Northfield, Minn.––Carleton College is one of only 26 higher education institutions nationwide to receive an A- on the College Sustainability Report Card 2010.
The group rated Carleton an “A” in the categories of food and recycling, student involvement, transportation, endowment transparency, and investment priorities. The report card graded Carleton a “B” in administration, climate change, and energy and green building.
Carleton was one of three Minnesota higher education institutions to receive an overall “A-“ grade, joined by Macalester College and the University of Minnesota, Twin Cities, on the top-performers list. Carleton has received a top grade of “A-“ the last three years, the only Minnesota school to earn that distinction.
In the leadership categories, Carleton was an Overall College Sustainability Leader, Campus Sustainability Leader, and Endowment Sustainability Leader. The report highlighted a number of areas where Carleton excelled in the different categories. In the food and recycling area, the report notes the College spends a quarter of its annual food budget on local items including produce, meat, and organic greens, and that both dining halls compost pre- and postconsumer food waste.

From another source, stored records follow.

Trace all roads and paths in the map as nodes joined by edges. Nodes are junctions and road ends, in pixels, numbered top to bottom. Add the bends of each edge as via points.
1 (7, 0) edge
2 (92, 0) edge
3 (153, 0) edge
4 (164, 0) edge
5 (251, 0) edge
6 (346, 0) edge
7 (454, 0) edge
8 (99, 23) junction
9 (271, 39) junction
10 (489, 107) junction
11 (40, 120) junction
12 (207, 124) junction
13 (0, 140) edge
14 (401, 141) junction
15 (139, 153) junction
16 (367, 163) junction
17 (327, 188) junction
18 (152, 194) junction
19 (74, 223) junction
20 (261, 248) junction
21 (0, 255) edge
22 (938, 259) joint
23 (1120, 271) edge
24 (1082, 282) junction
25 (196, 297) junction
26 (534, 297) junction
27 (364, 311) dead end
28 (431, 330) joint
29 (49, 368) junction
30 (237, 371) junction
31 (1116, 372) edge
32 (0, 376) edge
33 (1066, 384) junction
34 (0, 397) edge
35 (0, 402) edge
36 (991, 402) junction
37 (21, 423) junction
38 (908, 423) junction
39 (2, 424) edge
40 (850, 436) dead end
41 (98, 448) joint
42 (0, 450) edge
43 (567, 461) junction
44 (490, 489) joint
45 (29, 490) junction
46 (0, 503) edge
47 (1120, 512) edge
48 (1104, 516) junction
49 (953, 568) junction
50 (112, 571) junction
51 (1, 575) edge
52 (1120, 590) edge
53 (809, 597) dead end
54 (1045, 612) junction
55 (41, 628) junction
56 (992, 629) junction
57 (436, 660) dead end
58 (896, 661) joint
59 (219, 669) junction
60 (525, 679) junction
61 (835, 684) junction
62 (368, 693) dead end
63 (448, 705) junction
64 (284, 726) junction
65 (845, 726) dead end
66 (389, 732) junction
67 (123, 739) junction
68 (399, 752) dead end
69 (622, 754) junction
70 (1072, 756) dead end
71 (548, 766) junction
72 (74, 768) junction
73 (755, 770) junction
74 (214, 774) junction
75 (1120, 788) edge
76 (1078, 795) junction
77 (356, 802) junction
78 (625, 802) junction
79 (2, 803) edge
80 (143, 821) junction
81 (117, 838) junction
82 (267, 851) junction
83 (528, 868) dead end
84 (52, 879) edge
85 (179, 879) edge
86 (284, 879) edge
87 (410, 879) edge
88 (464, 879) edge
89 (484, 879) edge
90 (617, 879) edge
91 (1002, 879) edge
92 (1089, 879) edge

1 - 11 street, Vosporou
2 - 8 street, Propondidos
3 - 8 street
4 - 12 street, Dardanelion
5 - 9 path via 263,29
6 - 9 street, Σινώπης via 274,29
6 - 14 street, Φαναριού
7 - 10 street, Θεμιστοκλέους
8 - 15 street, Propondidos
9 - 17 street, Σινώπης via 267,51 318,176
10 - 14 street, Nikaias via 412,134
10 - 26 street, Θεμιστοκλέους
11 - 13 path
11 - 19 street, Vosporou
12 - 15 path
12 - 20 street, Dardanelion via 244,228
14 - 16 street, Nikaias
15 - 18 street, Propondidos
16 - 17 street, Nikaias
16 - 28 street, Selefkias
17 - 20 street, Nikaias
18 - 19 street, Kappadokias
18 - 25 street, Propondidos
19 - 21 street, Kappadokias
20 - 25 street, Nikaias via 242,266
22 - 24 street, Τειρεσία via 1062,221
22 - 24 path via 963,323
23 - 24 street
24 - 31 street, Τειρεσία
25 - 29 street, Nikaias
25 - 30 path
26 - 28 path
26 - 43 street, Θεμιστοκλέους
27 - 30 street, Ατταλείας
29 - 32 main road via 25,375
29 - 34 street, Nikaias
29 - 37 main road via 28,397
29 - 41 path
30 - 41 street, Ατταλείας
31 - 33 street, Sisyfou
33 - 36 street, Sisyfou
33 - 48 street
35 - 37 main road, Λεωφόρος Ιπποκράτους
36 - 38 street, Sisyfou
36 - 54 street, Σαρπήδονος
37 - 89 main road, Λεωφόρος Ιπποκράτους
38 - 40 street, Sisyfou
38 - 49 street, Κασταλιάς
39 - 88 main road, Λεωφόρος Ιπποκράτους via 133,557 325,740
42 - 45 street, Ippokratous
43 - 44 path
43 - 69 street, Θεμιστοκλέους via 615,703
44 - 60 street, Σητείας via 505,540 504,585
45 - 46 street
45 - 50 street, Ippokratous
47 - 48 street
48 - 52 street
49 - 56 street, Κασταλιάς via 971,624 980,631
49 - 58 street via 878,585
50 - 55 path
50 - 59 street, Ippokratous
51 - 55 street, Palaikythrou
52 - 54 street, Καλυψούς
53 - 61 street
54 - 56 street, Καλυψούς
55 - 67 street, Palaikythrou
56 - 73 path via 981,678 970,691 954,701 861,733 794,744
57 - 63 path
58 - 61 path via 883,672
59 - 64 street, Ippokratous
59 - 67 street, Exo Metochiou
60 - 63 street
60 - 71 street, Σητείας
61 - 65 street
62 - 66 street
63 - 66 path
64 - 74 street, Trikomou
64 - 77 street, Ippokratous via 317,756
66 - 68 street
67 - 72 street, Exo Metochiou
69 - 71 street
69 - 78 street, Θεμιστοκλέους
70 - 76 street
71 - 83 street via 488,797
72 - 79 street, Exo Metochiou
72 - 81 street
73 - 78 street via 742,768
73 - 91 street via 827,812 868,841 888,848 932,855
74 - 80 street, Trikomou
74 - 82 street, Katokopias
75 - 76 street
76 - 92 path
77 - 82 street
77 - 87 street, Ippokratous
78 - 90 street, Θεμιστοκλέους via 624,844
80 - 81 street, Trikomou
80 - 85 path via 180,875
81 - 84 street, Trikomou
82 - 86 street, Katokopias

In student involvement, the College has a theme house, Farm House, that promotes sustainable living and is home to the campus garden. Student groups have created a thrift store, advocated for tray-less dining halls, work in the campus garden, and run a Green Wars dorm energy- and water-use competition. Carleton’s transportation efforts includes four hybrids in the campus fleet, parking spots reserved for faculty and staff who carpool to work, and free student shuttles to Northfield merchants. There is a communal bike-sharing program, and students can rent campus fleet vehicles. Most parking is located on the edge of campus to encourage walking and biking. In the area of endowment transparency and investment priorities, the College makes a list of all holdings available online to trustees, senior administrators, and other select members of the school community, while equity holdings information is available to the public. A list of votes cast on proxy resolutions on a company-specific level is accessible online to the public.
Now in its fourth year, the College Sustainability Report Card covers the colleges and universities with the 300 largest endowments in the United States and Canada, as well as 32 additional schools that applied for inclusion. The profiled schools have combined holdings representing more than $325 billion in endowment assets, or more than 95 percent of all university endowments.